Deficit Held Hostage in Partisan Tax Cut War
Senate Democrats and Republicans are in for an epic election-year battle over Bush-era tax cuts when Congress returns in September, and both parties privately acknowledge the minefield they are walking into as the debate pits tax breaks against a troublesome budget deficit.
Douglas Elmendorf, the director of the nonpartisan Congressional Budget Office, laid out Congress’ choices in stark terms this week.
If Congress extends all or part of the tax cuts, he said to the Washington Post, “economic growth would be stronger next year; unemployment would be lower next year.” But he added, “Over time, that extra borrowing — and it’s a good deal of extra borrowing — would have negative consequences on the economy.”
President George W. Bush’s tax cuts from 2001 and 2003 expire at the end of this year, and both sides are already gearing up for the fight, with Republicans ramping up their tried-and-true mantra that Democrats want to raise taxes — this time on small businesses — and Democrats arguing that Republicans are hypocrites who want to give wealthy Americans tax cuts that the country can’t afford.
The problem for both parties is that this year polls have consistently shown voter concern about the mounting budget deficits, and extending all the tax cuts — as Republicans prefer — would cost the $2.7 trillion over 10 years. The Democratic plan to let tax cuts for the wealthiest individuals expire, while preserving those for middle and lower income families, would cost $2 trillion, according to CBO. Neither party has expressed a desire to find offsets to extend the tax cuts.
Senate Democratic sources acknowledged that, as it currently stands, neither the Republican plan nor the Democratic plan for extending the tax breaks has the 60 votes needed to beat back a filibuster. A handful of centrist Democrats are expected to oppose letting some tax cuts expire, while liberal Democrats who have been fighting to roll back Bush’s tax breaks for the rich for years are unlikely to vote for an extension of the entire package.
Rodell Mollineau, spokesman for Senate Majority Leader Harry Reid (D-Nev.), said leaders sent Senators home for the August recess with talking points on the issue, and said Senate staff is working with House staffers, the White House and outside groups, such as the Center for American Progress, to coordinate a message strategy. Mollineau said the message campaign is likely to pick up steam closer to Labor Day.

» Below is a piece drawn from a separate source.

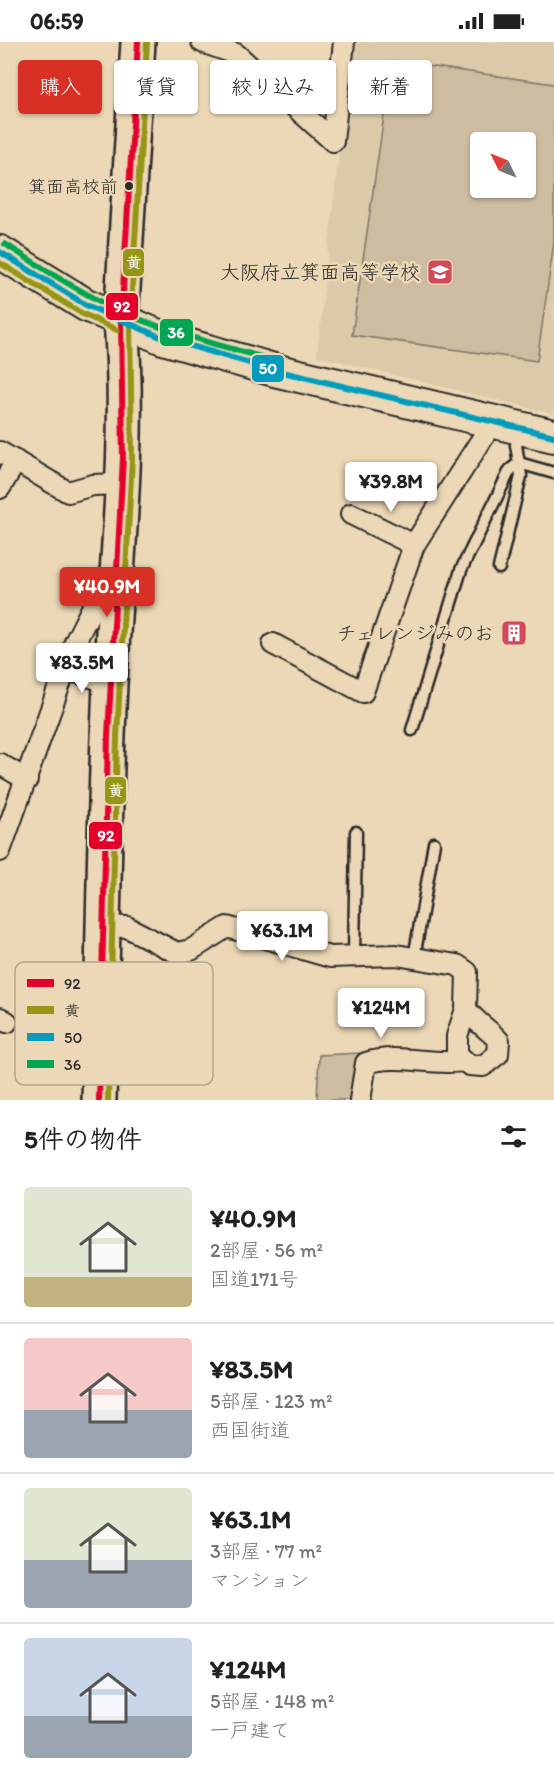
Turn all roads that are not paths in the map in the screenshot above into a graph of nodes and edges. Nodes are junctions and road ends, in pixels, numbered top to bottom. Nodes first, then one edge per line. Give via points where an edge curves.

Mollineau said a central theme of the Democrats’ argument for letting Bush tax cuts for the rich expire will be that the economic policies of that administration have proven to be a colossal failure. Additionally, Mollineau said, Republican claims that small businesses would be hurt by the Democrats’ plan is false — a position backed up by Polifact.com, which found that no more than 3 percent of small businesses would be affected by higher taxes under the Democratic proposal.
Mollineau said that if Republicans wanted to help small businesses, they wouldn’t be filibustering a small-business lending bill as well as a tax-extenders measure that includes breaks for small business and individuals.
But one senior Senate GOP aide said Democratic allegations of hypocrisy against Republicans who have campaigned on reducing the deficit will fall flat.
“Democrats would be in a better position if they didn’t spend the last 18 months spending every dime they could,” said the aide. “They’re going to try to make a deficit argument by telling American taxpayers to pony up rather than addressing spending.”
The aide added, “We’d have a problem if we weren’t so consistent in our view that raising taxes is not good for the economy.”
Republican Senators were also armed with talking points before they left for recess, and leaders held one caucus meeting on what the aide called the “2011 tax hike” before leaving town.
Aiding Republicans is the fact that some centrists Democrats and a number of Democratic candidates for Senate, including Missouri’s Robin Carnahan and Kentucky’s Jack Conway, have recently come out in favor of the GOP position.
“We’re looking forward to a monthlong debate on whether it’s appropriate to raise taxes on job creators,” the GOP aide said.